Further recommendations to avoid potential impacts from brine discharge include implementing a system to dilute brine at the discharge points in the ocean, treating the brine onshore, using solar power to evaporate the water and recover the salt for further use or using the elevated Total-Dissolved-Solids concentration of the brine as feed-streams for new aquacultures.
“As the report deals with Namibia as a whole, follow-up reports are planned for the three hydrogen valleys mentioned by the Namibian Hydrogen Strategy: //Kharas, Erongo and Kunene. The follow-up reports will focus more on the existing and required infrastructure. Furthermore, they will look in more detail at the regionally affected marine systems and water supply,” said Robert Schmidt, part of the DECHEMA team.
Cleaner energy
As part of the drive to decarbonise its European refineries, in October 2023 Total Energies issued a call for tenders for the supply of 500 000 tonnes per year of green hydrogen. Last year, Shell announced its final investment decision to build Europe’s largest renewable hydrogen plant which is expected to produce up to 60 000 kilogrames of renewable hydrogen per day and will be operational in 2025.
“Multinational oil and energy companies operating in Africa need to demonstrate the same leadership in driving the transition to cleaner energy,” said President Hage Geingob last week at the Africa Energy Week in Cape Town. Geingob added that as oil majors announce African major discoveries, they should also announce corresponding commitments to build clean and sustainable industrial complexes on the continent.
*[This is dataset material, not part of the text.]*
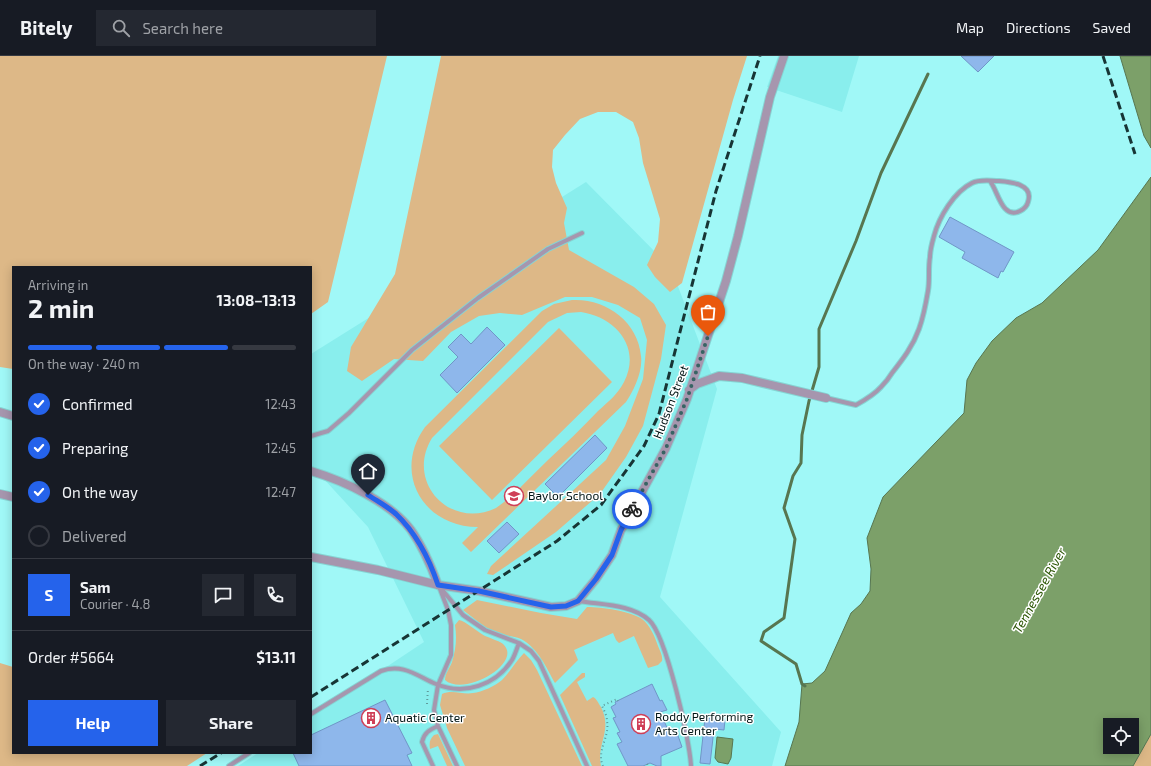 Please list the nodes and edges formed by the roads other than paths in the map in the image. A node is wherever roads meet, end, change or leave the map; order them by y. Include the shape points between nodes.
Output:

“Doing so is essential to not only respect mother nature’s thresholds for bearing our unsustainable consumptive vices, but also to ensure that our natural resources are developed in a manner that maximise benefits for the African continent. Affordable energy for all Africans is an immediate and absolute priority. African countries have been working to ensure that our countries have access to energy to industrialise, to grow our economies and become dealers of hope for the largest demographic on the continent – our youth,” said Geingob. The Statistical Review of World Energy reported that in 2022, 85.6% of all electricity was generated using non-renewable sources, with coal and natural gas contributing more than half of the world’s electricity fuel sources.
However, Geingob pointed out that even as non-renewables clearly remain the dominant drivers of energy access, renewables, such as wind, solar, and geothermal, exhibited an extraordinary annual growth rate of 14.7%, in sharp contrast to the non-renewables, which only managed an anaemic 0.4%.
Calling for a robust energy mix to advance African economies, Geingob said the aim is to transform Africa from simply being a raw materials supplier for the rest of the world to a continent that actively uses its own resources, including energy, to ensure the continent’s economic development.
“Developed nations today are investing billions derived from hydrocarbon fuelled industries to subsidise cutting edge solutions to produce cleaner engines of growth. These subsidies and incentives, which are of course disproportionately deployed in developed nations, are undermining and in some cases totally undoing prospective business cases in emerging nations with the superior natural endowments necessary for the development of new green industries,” Geingob added.